Points & people of Interest in Chies:

  • Church of St Joseph (San Giuseppe in Italian): the parish church of Chies was built in 1903 on the basis of a previous eighteenth-century church, which in turn has its origins in an older chapel.
  • In November 2009, the Minister for Agricultural Policies Luca Zaia arranged for a herd of 25 yak to be imported to Chies: this was in order to counter the advance of the woods and wild weeds, given the ability of yaks to eat the young trees that sheep and cows don’t. The intent was to also make the yaks a tourist attraction.
  • Endrighetto da Bongaio: politician from the XIV century, Count of Alpago and husband of Giacoma da Mongai.
  • Basilio Sisti: musician of Alpago origins, born in Venice, Kingdom of Lombardy-Venetia on March 9th 1845, and died in Irrighe hamlet of Chies d’Alpago, in the second Kingdom of Italy, on March 23rd 1921.

Coat of Arms of Chies

The coat of arms of Chies d’Alpago shows the tower of the Bongaio Castle on the right, while a sheep takes up the left. Sheep is the emblem of farming and Alpago Lamb, the main livelihood of the town which is still widely practiced today.


The territory of Chies d’Alpago sits along the river Tesa valley (tributary of Lake Santa Croce) at the foot of Mount Teverone, with its 2347 m in height.
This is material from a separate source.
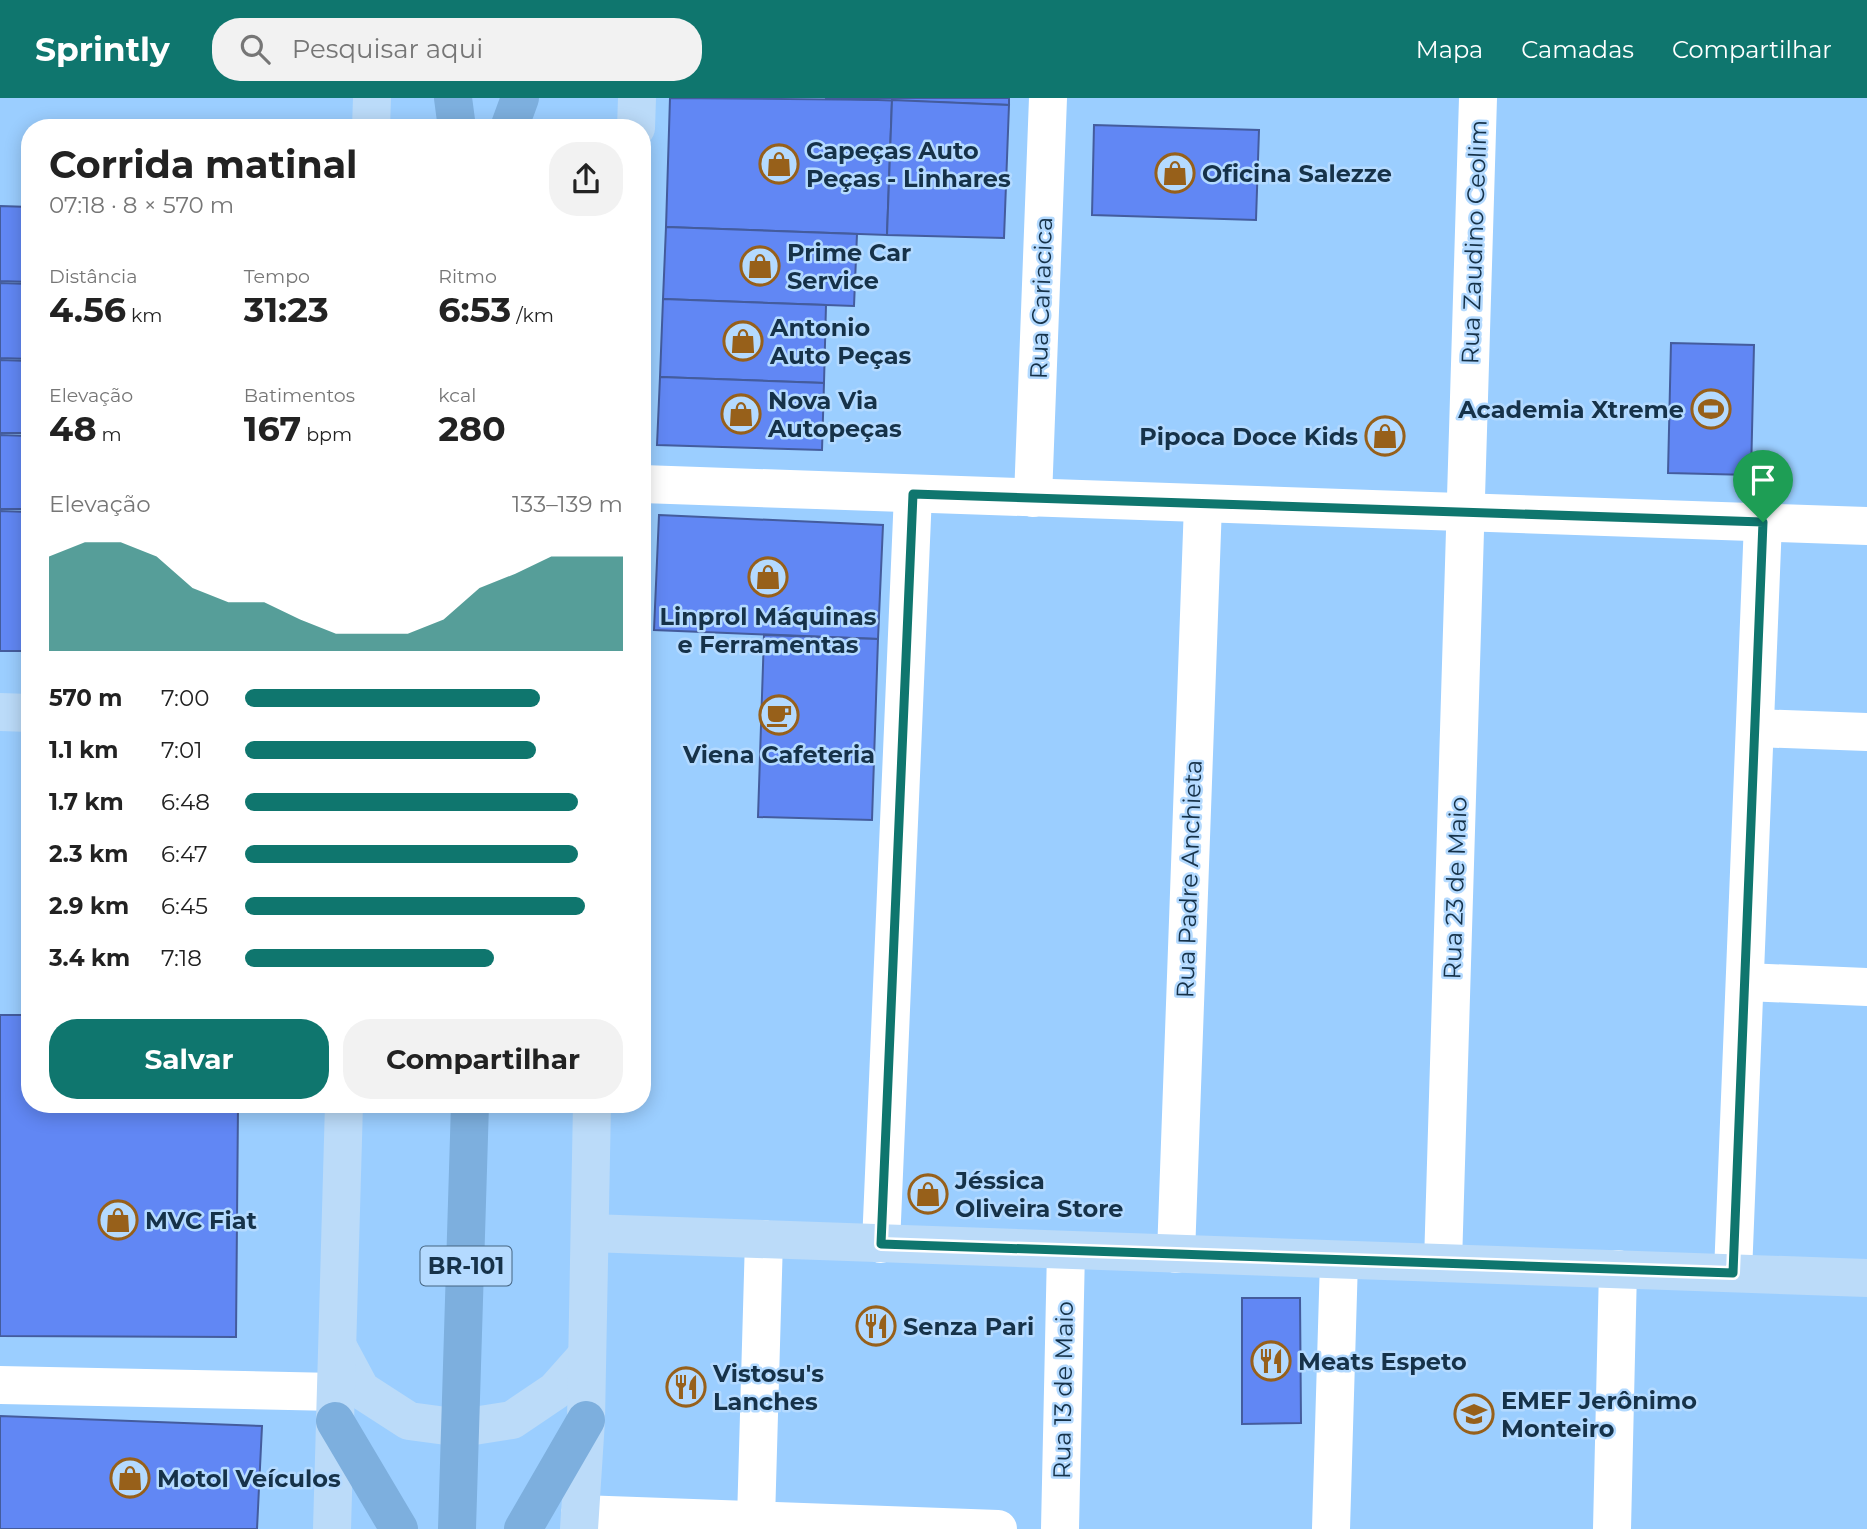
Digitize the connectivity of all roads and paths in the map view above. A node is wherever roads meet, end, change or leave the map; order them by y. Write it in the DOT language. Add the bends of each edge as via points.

The Chies area is completely mountainous and alternated by plateaus where the main towns arise. The hamlets and towns belonging to the Chies region are the following:

  • Chies, 
  • Lamosano, 
  • Molini, 
  • Codenzano, 
  • San Martino d’Alpago, 
  • Irrighe, 
  • Funes, 
  • Carpinetto and Palughetto.

As briefly mentioned on this post, the main waterways in the area are:

  • Tesa river
  • Borsoia stream
  • Fermega stream
  • Funesia stream
  • Tessina stream

Demographic decline in Chies:

As we’ve seen in Tambre, Chies is also heavily affected by the phenomena of emigration, ageing population and demographic decline, making it harder for local businesses and government to provide services to the locals.

There has been in recent years, however, a countertrend in luxury tourism in some parts of Chies, especially in the hamlet of San Martino, where local entrepreneurs have been investing in luxury accommodation with some positive uplifts in the local economy.